- EXERCISE GOAL -
All entries should be output exactly as they stand.

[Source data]
━━━━

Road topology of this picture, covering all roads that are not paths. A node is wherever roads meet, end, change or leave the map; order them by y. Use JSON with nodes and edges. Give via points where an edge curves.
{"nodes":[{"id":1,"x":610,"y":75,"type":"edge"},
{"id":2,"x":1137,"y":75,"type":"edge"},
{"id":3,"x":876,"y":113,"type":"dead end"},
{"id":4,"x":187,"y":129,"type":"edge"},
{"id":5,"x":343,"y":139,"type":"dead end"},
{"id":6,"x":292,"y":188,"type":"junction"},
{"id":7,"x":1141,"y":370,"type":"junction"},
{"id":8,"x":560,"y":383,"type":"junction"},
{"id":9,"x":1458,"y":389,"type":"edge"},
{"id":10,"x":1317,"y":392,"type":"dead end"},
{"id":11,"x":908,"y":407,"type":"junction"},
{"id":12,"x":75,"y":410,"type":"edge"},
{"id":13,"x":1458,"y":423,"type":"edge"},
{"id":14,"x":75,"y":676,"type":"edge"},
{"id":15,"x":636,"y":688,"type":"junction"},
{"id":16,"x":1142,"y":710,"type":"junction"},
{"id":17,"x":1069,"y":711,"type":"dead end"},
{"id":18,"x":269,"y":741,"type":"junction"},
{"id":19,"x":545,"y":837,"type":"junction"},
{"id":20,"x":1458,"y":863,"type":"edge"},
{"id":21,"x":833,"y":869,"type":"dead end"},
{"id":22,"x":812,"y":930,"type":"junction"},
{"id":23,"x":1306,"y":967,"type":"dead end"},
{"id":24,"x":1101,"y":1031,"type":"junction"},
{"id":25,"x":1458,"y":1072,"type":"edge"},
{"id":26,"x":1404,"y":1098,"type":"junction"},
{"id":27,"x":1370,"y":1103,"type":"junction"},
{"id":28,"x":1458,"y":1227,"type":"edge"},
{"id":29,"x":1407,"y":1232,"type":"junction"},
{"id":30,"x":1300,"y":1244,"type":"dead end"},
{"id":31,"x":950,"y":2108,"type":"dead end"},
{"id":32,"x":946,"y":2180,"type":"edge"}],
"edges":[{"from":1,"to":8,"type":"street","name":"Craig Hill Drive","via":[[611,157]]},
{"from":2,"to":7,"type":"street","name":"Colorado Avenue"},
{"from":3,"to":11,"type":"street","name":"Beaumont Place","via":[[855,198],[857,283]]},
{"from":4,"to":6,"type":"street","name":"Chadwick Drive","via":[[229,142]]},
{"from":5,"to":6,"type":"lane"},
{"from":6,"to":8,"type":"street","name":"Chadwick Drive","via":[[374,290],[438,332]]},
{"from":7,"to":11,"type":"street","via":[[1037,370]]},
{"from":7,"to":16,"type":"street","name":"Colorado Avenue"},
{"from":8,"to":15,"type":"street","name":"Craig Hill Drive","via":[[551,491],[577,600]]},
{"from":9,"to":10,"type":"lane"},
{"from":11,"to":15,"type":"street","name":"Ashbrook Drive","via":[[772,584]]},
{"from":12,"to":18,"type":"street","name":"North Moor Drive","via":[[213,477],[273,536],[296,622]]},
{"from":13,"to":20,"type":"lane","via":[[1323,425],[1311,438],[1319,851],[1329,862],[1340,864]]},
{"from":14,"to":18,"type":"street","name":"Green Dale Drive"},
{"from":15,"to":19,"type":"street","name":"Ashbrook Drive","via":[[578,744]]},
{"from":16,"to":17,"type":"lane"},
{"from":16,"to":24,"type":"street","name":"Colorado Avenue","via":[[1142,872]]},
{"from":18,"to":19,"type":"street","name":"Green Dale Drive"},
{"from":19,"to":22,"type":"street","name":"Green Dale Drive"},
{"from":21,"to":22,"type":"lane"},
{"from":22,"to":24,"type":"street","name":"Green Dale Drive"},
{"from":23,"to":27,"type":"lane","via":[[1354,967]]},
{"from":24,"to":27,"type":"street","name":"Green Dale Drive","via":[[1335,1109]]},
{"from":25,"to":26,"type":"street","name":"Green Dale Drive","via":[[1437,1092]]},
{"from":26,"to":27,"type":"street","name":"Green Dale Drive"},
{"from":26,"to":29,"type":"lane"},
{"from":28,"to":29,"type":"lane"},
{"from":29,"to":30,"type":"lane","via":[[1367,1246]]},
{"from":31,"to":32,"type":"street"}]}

━━━━

- OUTPUT OF THE EXERCISE -
Road topology of this picture, covering all roads that are not paths. A node is wherever roads meet, end, change or leave the map; order them by y. Use JSON with nodes and edges. Give via points where an edge curves.
{"nodes":[{"id":1,"x":610,"y":75,"type":"edge"},
{"id":2,"x":1137,"y":75,"type":"edge"},
{"id":3,"x":876,"y":113,"type":"dead end"},
{"id":4,"x":187,"y":129,"type":"edge"},
{"id":5,"x":343,"y":139,"type":"dead end"},
{"id":6,"x":292,"y":188,"type":"junction"},
{"id":7,"x":1141,"y":370,"type":"junction"},
{"id":8,"x":560,"y":383,"type":"junction"},
{"id":9,"x":1458,"y":389,"type":"edge"},
{"id":10,"x":1317,"y":392,"type":"dead end"},
{"id":11,"x":908,"y":407,"type":"junction"},
{"id":12,"x":75,"y":410,"type":"edge"},
{"id":13,"x":1458,"y":423,"type":"edge"},
{"id":14,"x":75,"y":676,"type":"edge"},
{"id":15,"x":636,"y":688,"type":"junction"},
{"id":16,"x":1142,"y":710,"type":"junction"},
{"id":17,"x":1069,"y":711,"type":"dead end"},
{"id":18,"x":269,"y":741,"type":"junction"},
{"id":19,"x":545,"y":837,"type":"junction"},
{"id":20,"x":1458,"y":863,"type":"edge"},
{"id":21,"x":833,"y":869,"type":"dead end"},
{"id":22,"x":812,"y":930,"type":"junction"},
{"id":23,"x":1306,"y":967,"type":"dead end"},
{"id":24,"x":1101,"y":1031,"type":"junction"},
{"id":25,"x":1458,"y":1072,"type":"edge"},
{"id":26,"x":1404,"y":1098,"type":"junction"},
{"id":27,"x":1370,"y":1103,"type":"junction"},
{"id":28,"x":1458,"y":1227,"type":"edge"},
{"id":29,"x":1407,"y":1232,"type":"junction"},
{"id":30,"x":1300,"y":1244,"type":"dead end"},
{"id":31,"x":950,"y":2108,"type":"dead end"},
{"id":32,"x":946,"y":2180,"type":"edge"}],
"edges":[{"from":1,"to":8,"type":"street","name":"Craig Hill Drive","via":[[611,157]]},
{"from":2,"to":7,"type":"street","name":"Colorado Avenue"},
{"from":3,"to":11,"type":"street","name":"Beaumont Place","via":[[855,198],[857,283]]},
{"from":4,"to":6,"type":"street","name":"Chadwick Drive","via":[[229,142]]},
{"from":5,"to":6,"type":"lane"},
{"from":6,"to":8,"type":"street","name":"Chadwick Drive","via":[[374,290],[438,332]]},
{"from":7,"to":11,"type":"street","via":[[1037,370]]},
{"from":7,"to":16,"type":"street","name":"Colorado Avenue"},
{"from":8,"to":15,"type":"street","name":"Craig Hill Drive","via":[[551,491],[577,600]]},
{"from":9,"to":10,"type":"lane"},
{"from":11,"to":15,"type":"street","name":"Ashbrook Drive","via":[[772,584]]},
{"from":12,"to":18,"type":"street","name":"North Moor Drive","via":[[213,477],[273,536],[296,622]]},
{"from":13,"to":20,"type":"lane","via":[[1323,425],[1311,438],[1319,851],[1329,862],[1340,864]]},
{"from":14,"to":18,"type":"street","name":"Green Dale Drive"},
{"from":15,"to":19,"type":"street","name":"Ashbrook Drive","via":[[578,744]]},
{"from":16,"to":17,"type":"lane"},
{"from":16,"to":24,"type":"street","name":"Colorado Avenue","via":[[1142,872]]},
{"from":18,"to":19,"type":"street","name":"Green Dale Drive"},
{"from":19,"to":22,"type":"street","name":"Green Dale Drive"},
{"from":21,"to":22,"type":"lane"},
{"from":22,"to":24,"type":"street","name":"Green Dale Drive"},
{"from":23,"to":27,"type":"lane","via":[[1354,967]]},
{"from":24,"to":27,"type":"street","name":"Green Dale Drive","via":[[1335,1109]]},
{"from":25,"to":26,"type":"street","name":"Green Dale Drive","via":[[1437,1092]]},
{"from":26,"to":27,"type":"street","name":"Green Dale Drive"},
{"from":26,"to":29,"type":"lane"},
{"from":28,"to":29,"type":"lane"},
{"from":29,"to":30,"type":"lane","via":[[1367,1246]]},
{"from":31,"to":32,"type":"street"}]}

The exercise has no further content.